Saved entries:
┌──
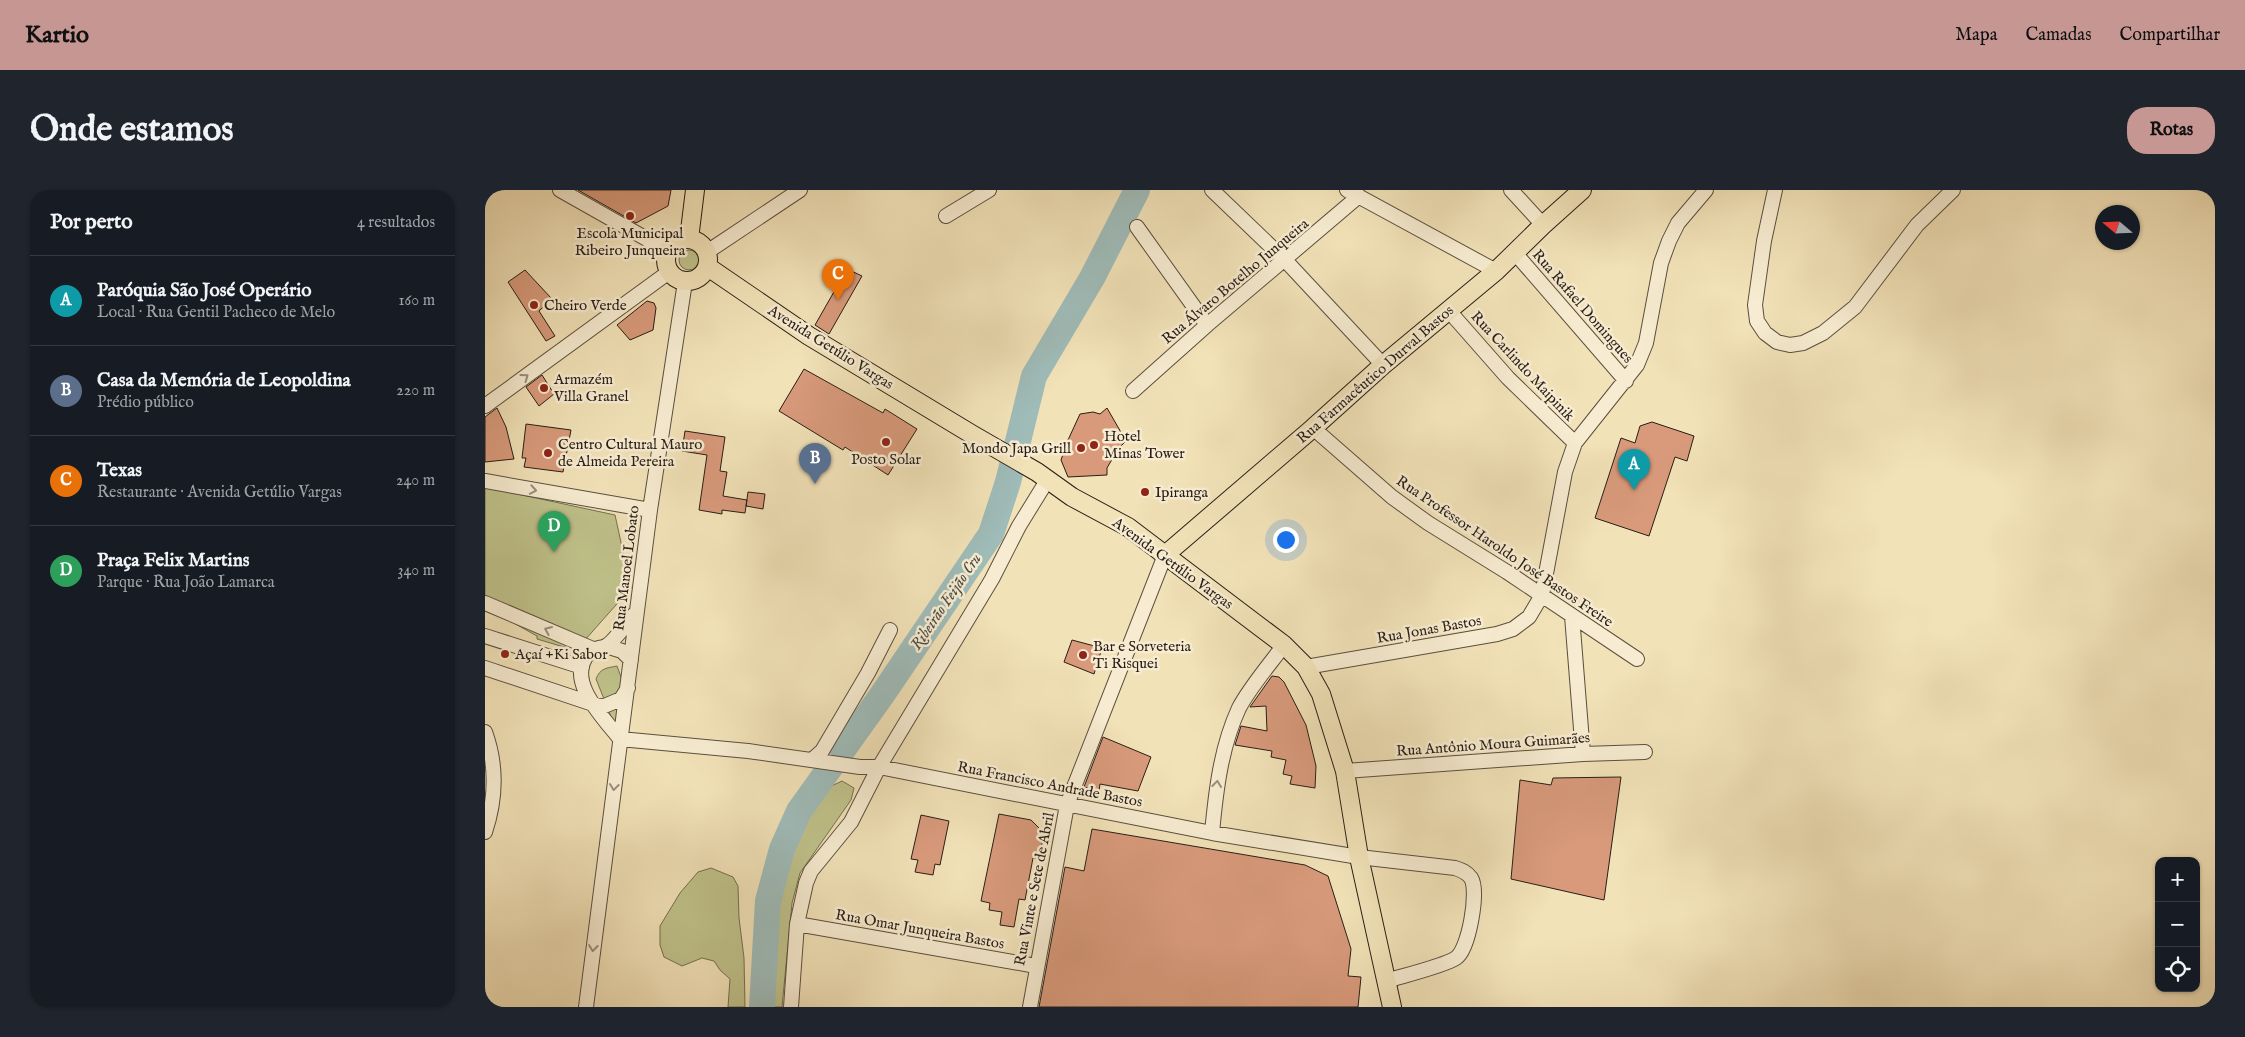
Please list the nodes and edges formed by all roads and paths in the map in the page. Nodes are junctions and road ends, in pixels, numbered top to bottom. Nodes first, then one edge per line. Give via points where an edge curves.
1 (560, 190) edge
2 (695, 190) edge
3 (800, 190) edge
4 (989, 190) edge
5 (1212, 190) edge
6 (1511, 190) edge
7 (1582, 190) edge
8 (1706, 190) edge
9 (1775, 190) edge
10 (1953, 190) edge
11 (1353, 193) edge
12 (946, 216) dead end
13 (1543, 225) junction
14 (1137, 227) dead end
15 (689, 239) junction
16 (668, 251) junction
17 (1515, 253) junction
18 (708, 260) junction
19 (1285, 260) junction
20 (1496, 271) junction
21 (669, 272) junction
22 (685, 282) junction
23 (1449, 311) junction
24 (1207, 325) junction
25 (1383, 364) junction
26 (1626, 381) junction
27 (1133, 391) dead end
28 (485, 406) edge
29 (1313, 428) junction
30 (1575, 443) junction
31 (1042, 475) junction
32 (485, 481) edge
33 (650, 510) junction
34 (1165, 555) junction
35 (1542, 595) junction
36 (485, 603) edge
37 (637, 611) junction
38 (1572, 616) junction
39 (890, 630) dead end
40 (485, 636) edge
41 (1284, 645) junction
42 (607, 646) junction
43 (593, 649) junction
44 (1637, 659) dead end
45 (631, 660) junction
46 (582, 667) junction
47 (1306, 667) junction
48 (485, 668) edge
49 (628, 687) junction
50 (591, 702) junction
51 (486, 738) edge
52 (620, 739) junction
53 (1645, 752) dead end
54 (1583, 754) junction
55 (817, 761) junction
56 (879, 767) junction
57 (1345, 771) junction
58 (1067, 804) junction
59 (485, 832) edge
60 (1212, 833) junction
61 (1359, 857) junction
62 (797, 924) junction
63 (1036, 966) junction
64 (1386, 981) junction
65 (586, 1007) edge
66 (791, 1007) edge
67 (1030, 1007) edge
68 (1392, 1007) edge

1 - 16 street
2 - 15 main road
3 - 18 street
4 - 12 street
5 - 19 street
6 - 13 street
7 - 13 main road, Rua Farmacêutico Durval Bastos
8 - 26 street via 1678,223 1669,241 1661,263 1646,343
9 - 10 street via 1763,241 1755,304 1757,321 1765,333 1790,346 1823,333 1855,307 1917,224
11 - 19 street, Rua Álvaro Botelho Junqueira
11 - 20 street
13 - 17 main road, Rua Farmacêutico Durval Bastos
14 - 24 street
15 - 16 main road via 679,240
15 - 18 main road via 700,242
16 - 21 main road via 666,262
17 - 20 main road, Rua Farmacêutico Durval Bastos
17 - 26 street, Rua Rafael Domingues
18 - 22 main road via 699,278
18 - 31 main road, Avenida Getúlio Vargas via 809,336
19 - 24 street, Rua Álvaro Botelho Junqueira
19 - 25 street
20 - 23 main road, Rua Farmacêutico Durval Bastos
21 - 22 main road
28 -> 21 street
22 - 33 street, Rua Manoel Lobato
23 - 25 main road, Rua Farmacêutico Durval Bastos
23 - 30 street, Rua Carlindo Maipinik via 1508,378
24 - 27 street, Rua Álvaro Botelho Junqueira
25 - 29 main road, Rua Farmacêutico Durval Bastos
26 - 30 street
29 - 34 main road, Rua Farmacêutico Durval Bastos
29 - 35 street, Rua Professor Haroldo José Bastos Freire via 1392,497
30 - 35 street, Rua Jonas Bastos via 1565,472
31 - 34 main road, Avenida Getúlio Vargas via 1072,497 1128,527
31 - 56 street via 992,579
32 -> 33 street
33 - 37 street, Rua Manoel Lobato
34 - 41 main road, Avenida Getúlio Vargas
34 - 58 street, Rua Vinte e Sete de Abril
35 - 38 street, Rua Professor Haroldo José Bastos Freire
35 - 47 street, Rua Jonas Bastos via 1529,617 1513,629 1497,634
43 -> 36 street
37 - 42 street
37 - 45 street, Rua Manoel Lobato
38 - 44 street, Rua Professor Haroldo José Bastos Freire
38 - 54 street
39 - 55 street
40 - 46 street
41 - 47 main road, Avenida Getúlio Vargas
60 -> 41 street via 1218,774 1240,707
42 - 43 street
42 - 45 street via 622,651
43 - 46 street
45 - 49 street, Rua Manoel Lobato
46 - 50 street via 582,687
47 - 57 main road, Avenida Getúlio Vargas via 1321,694
48 - 50 street
49 - 50 street via 621,699 612,704 602,707
49 - 52 street, Rua Manoel Lobato
50 - 52 street
51 - 59 street via 494,791
52 - 55 street, Rua Francisco Andrade Bastos
52 -> 65 street, Rua Manoel Lobato
53 - 54 street, Rua Antônio Moura Guimarães
54 - 57 street, Rua Antônio Moura Guimarães
55 - 56 street, Rua Francisco Andrade Bastos
56 - 58 street, Rua Francisco Andrade Bastos
56 - 62 street via 851,822 811,871
57 - 61 main road, Avenida Getúlio Vargas
58 - 60 street, Rua Francisco Andrade Bastos
58 - 63 street, Rua Vinte e Sete de Abril
60 - 61 street, Rua Francisco Andrade Bastos
61 - 64 main road, Avenida Getúlio Vargas
61 - 64 street, Rua Francisco Andrade Bastos via 1455,868 1470,876 1474,886 1469,934 1460,954 1455,959
62 - 63 street, Rua Omar Junqueira Bastos
62 - 66 street
63 - 67 street, Rua Vinte e Sete de Abril
64 - 68 main road, Avenida Getúlio Vargas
└──
> [TASK BRIEF]
Please count the lines above containing "Professor"; number only.

> [OUTPUT OF THE EXERCISE]
3